Resumo
- Segundo o relatório Chega e Evangélicos em Portugal, a penetração partidária já não se restringe ao púlpite ou às redes sociais.
- O relatório documenta casos em que esses meios passaram a intercalar hinos com entrevistas de políticos do Chega ou excertos de discursos parlamentares.
- Se a cultura evangélica — da música aos media — for cada vez mais associada a um partido, a comunidade corre o risco de perder pluralidade e ser vista apenas pelo prisma político.
Num concerto de música gospel em Almada, entre canções sobre fé e esperança, surgiu uma frase inesperada projetada no ecrã: “Portugal precisa de líderes firmes contra a ideologia de género.” A maioria dos presentes entendeu de imediato a alusão política. A noite, que deveria ser apenas celebração espiritual, transformou-se num espaço de afirmação ideológica.
Segundo o relatório Chega e Evangélicos em Portugal, a penetração partidária já não se restringe ao púlpite ou às redes sociais. Eventos culturais, música gospel e media religiosos estão a ser atravessados por narrativas próximas da retórica de André Ventura.
O gospel como veículo político
A música gospel é pilar das igrejas evangélicas, especialmente nas comunidades brasileiras em Portugal. Nos cultos e grandes eventos, o ambiente festivo envolve emoção coletiva e sentimento de pertença. Alguns líderes têm aproveitado essa energia para inserir mensagens políticas em letras, orações e discursos entre canções.
“É uma estratégia subtil, mas eficaz. Quando se canta, a mensagem entra pelo coração, não apenas pelo raciocínio”, explica a musicóloga Rita Fernandes. A sobreposição entre louvor e propaganda cria um terreno fértil para a adesão emocional ao Chega.

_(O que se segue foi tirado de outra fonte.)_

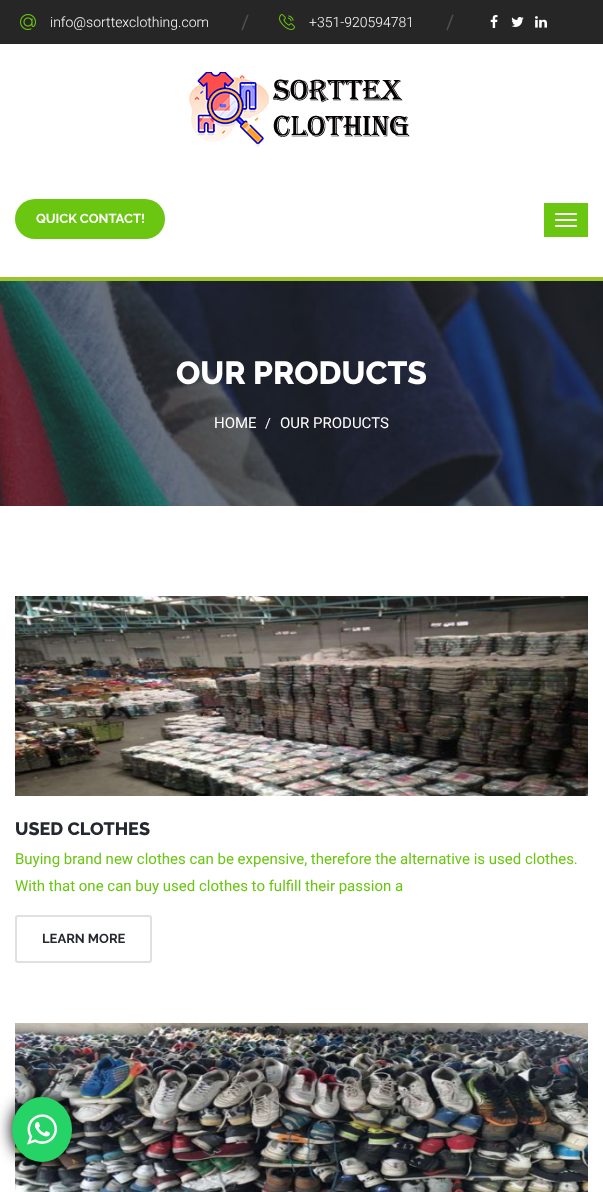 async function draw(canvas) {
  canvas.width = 603;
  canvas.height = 1192;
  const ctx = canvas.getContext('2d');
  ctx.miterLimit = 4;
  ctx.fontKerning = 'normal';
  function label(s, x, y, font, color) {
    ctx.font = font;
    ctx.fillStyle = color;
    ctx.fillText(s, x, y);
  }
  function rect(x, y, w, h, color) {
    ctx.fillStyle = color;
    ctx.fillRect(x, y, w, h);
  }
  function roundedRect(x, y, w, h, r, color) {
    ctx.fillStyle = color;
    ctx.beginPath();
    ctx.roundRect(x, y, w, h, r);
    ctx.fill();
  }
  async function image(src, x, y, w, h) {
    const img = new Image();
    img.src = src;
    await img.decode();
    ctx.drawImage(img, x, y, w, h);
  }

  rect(0, 0, 603, 1192, '#fff');
  rect(0, 0, 603, 44, '#262626');
  rect(0, 277, 603, 4, '#9dc527');
  await image('assets/img1.png', 20, 14, 16, 16);
  label('info@sorttexclothing.com', 50, 27, '300 14px Roboto', '#fff');
  label('/', 241, 29, '20px Roboto', '#505050');
  await image('assets/img2.png', 279, 14, 16, 16);
  label('+351-920594781', 309, 27, '300 14px Roboto', '#fff');
  label('/', 446, 29, '20px Roboto', '#505050');
  await image('assets/img3.png', 490, 15, 8, 13);
  await image('assets/img4.png', 511, 17, 13, 10);
  await image('assets/img5.png', 535, 16, 12, 12);
  await image('assets/img6.png', 189, 72, 221, 75);
  roundedRect(15, 199, 150, 40, 20, '#6ac610');
  label('QUICK CONTACT!', 36, 223, 'bold 13px Raleway', '#fff');
  rect(544, 203, 44, 34, '#6ac610');
  roundedRect(555, 213, 22, 2, 1, '#fff');
  roundedRect(555, 219, 22, 2, 1, '#fff');
  roundedRect(555, 225, 22, 2, 1, '#fff');
  await image('assets/img7.png', 0, 281, 603, 225);
  label('OUR PRODUCTS', 176, 384, '800 32px Raleway', '#fff');
  label('HOME', 214, 428, '15px Roboto', '#fff');
  label('/', 265, 428, '14px Roboto', '#fff');
  label('OUR PRODUCTS', 280, 428, '15px Roboto', '#fff');
  await image('assets/img8.png', 15, 596, 573, 200);
  label('USED CLOTHES', 15, 835, '800 18px Raleway', '#25292f');
  label('Buying brand new clothes can be expensive, therefore the alternative is used clothes.', 15, 864, '15px Roboto', '#6ac610');
  label('With that one can buy used clothes to fulfill their passion a', 15, 891, '15px Roboto', '#6ac610');
  ctx.beginPath();
  ctx.roundRect(16, 916, 135, 46, 2);
  ctx.strokeStyle = '#e0e0e0';
  ctx.lineWidth = 2;
  ctx.stroke();
  label('LEARN MORE', 42, 943, 'bold 13px Raleway', '#25292f');
  await image('assets/img9.png', 15, 1023, 573, 169);
  ctx.fillStyle = '#000';
  ctx.filter = 'blur(7.5px)';
  ctx.beginPath();
  ctx.roundRect(12, 1097, 60, 65, 30);
  ctx.fill();
  ctx.filter = 'none';
  ctx.fillStyle = '#25d366';
  ctx.beginPath();
  ctx.ellipse(42, 1129.5, 30, 32.5, 0, 0, 2 * Math.PI);
  ctx.fill();
  await image('assets/img10.png', 27, 1114, 30, 31);
}

draw(document.querySelector('canvas'));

Media evangélicos: fé e política no mesmo canal
Rádios locais, canais de YouTube e transmissões em direto são ferramentas centrais na comunicação evangélica. O relatório documenta casos em que esses meios passaram a intercalar hinos com entrevistas de políticos do Chega ou excertos de discursos parlamentares.
O formato mantém aparência de programa religioso, mas o conteúdo mistura apelo espiritual com agenda partidária. “Estamos perante uma forma de infotainment político-religioso”, observa o investigador João Pedroso, especialista em media e religião.

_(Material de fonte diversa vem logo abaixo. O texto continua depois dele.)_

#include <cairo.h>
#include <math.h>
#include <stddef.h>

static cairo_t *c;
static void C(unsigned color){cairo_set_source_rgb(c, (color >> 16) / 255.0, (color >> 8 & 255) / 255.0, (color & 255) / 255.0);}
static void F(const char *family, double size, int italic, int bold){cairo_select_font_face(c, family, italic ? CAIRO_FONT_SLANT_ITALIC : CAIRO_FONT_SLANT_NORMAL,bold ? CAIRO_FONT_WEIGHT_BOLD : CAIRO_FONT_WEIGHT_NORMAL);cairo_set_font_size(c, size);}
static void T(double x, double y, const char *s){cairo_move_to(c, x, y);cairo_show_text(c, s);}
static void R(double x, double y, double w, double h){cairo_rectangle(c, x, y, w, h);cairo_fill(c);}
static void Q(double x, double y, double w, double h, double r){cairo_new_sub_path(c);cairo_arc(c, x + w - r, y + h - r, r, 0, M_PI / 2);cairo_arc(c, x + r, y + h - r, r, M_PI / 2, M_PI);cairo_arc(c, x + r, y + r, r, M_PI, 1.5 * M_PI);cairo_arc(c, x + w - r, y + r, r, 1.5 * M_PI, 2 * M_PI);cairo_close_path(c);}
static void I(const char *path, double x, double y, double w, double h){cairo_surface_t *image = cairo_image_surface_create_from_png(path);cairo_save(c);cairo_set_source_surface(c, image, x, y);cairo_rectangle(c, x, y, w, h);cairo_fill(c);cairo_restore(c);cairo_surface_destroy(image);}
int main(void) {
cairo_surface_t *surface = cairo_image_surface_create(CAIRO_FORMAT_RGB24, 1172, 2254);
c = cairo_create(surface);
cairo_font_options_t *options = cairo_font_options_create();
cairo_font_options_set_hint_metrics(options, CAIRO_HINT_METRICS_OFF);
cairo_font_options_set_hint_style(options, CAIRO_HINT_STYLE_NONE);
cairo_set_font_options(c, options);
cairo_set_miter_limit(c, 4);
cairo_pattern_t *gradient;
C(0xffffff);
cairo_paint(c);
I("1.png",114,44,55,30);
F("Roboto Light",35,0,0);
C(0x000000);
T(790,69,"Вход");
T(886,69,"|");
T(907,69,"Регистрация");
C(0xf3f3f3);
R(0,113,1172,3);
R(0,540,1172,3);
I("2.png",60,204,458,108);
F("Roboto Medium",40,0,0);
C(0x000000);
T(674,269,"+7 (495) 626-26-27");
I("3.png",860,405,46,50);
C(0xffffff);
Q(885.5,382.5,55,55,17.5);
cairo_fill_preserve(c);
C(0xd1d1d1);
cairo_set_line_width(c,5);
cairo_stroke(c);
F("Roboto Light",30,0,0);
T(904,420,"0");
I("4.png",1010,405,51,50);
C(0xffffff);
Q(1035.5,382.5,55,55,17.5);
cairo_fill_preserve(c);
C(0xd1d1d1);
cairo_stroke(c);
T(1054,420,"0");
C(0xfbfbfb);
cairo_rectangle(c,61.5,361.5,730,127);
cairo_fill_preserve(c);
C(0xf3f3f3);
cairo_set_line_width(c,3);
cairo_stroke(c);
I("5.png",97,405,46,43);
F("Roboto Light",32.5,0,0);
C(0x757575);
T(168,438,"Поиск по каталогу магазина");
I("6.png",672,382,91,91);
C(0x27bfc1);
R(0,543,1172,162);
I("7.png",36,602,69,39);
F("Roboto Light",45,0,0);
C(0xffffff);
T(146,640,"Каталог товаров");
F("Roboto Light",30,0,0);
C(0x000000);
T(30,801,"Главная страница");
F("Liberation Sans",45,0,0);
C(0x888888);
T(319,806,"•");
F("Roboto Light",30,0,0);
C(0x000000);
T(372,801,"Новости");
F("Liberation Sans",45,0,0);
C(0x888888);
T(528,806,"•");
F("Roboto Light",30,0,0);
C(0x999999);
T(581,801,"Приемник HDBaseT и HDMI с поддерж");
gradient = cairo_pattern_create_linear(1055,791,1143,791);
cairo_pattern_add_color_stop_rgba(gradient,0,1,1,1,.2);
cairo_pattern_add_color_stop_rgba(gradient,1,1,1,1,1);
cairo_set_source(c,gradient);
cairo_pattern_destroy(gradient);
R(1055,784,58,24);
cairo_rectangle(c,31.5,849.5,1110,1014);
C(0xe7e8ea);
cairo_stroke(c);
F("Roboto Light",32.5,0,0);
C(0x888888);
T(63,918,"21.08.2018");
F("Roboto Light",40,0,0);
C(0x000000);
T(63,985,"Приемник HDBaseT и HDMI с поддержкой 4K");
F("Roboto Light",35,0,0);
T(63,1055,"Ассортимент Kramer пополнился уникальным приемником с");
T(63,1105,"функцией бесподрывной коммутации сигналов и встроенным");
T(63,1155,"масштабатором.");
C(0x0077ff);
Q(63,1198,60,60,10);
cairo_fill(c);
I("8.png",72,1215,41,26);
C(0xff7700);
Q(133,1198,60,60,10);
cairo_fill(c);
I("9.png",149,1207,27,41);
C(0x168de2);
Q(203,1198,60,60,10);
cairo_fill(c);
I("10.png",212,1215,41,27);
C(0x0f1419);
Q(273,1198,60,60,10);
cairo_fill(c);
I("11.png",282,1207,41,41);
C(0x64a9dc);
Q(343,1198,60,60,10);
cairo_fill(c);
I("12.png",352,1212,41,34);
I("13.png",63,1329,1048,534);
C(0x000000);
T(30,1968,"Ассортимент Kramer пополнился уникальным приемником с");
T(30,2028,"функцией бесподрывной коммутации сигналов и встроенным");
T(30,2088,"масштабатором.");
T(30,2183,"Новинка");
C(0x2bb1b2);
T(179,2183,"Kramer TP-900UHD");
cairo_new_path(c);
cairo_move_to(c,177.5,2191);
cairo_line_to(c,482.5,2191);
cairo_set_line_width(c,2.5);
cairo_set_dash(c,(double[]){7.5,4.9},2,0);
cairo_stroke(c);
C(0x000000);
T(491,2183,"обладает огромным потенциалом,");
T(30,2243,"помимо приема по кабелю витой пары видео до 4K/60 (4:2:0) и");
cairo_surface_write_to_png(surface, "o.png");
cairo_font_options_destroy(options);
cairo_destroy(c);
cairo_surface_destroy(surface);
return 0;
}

Eventos religiosos como palcos eleitorais
Conferências de jovens, encontros de mulheres e vigílias de oração tornaram-se ocasiões de visibilidade política. Oradores convidados recorrem a temas como aborto, imigração ou família, alinhando-os com a retórica venturista. Em algumas ocasiões, a presença de candidatos locais do Chega é assumida, ainda que não oficialmente anunciada.
Fiéis descrevem a sensação de ambiguidade: “Cantámos louvores, mas saímos a falar de voto”, relata um jovem crente brasileiro residente em Setúbal.
Cultura em disputa
A entrada do Chega no universo cultural evangélico gera entusiasmo em uns e repulsa noutros. Para simpatizantes, é sinal de que a fé finalmente ganhou voz na política. Para críticos, trata-se de uma manipulação perigosa. “O risco é a mensagem do evangelho ser confundida com propaganda partidária”, alerta Rita Fernandes.
Se a cultura evangélica — da música aos media — for cada vez mais associada a um partido, a comunidade corre o risco de perder pluralidade e ser vista apenas pelo prisma político.
Entre louvor e propaganda
O gospel, espaço de comunhão e espiritualidade, está hoje no centro de uma disputa pela alma da comunidade evangélica. O dilema é simples mas perturbador: quando o microfone passa de mão em mão, estará a transmitir fé ou propaganda?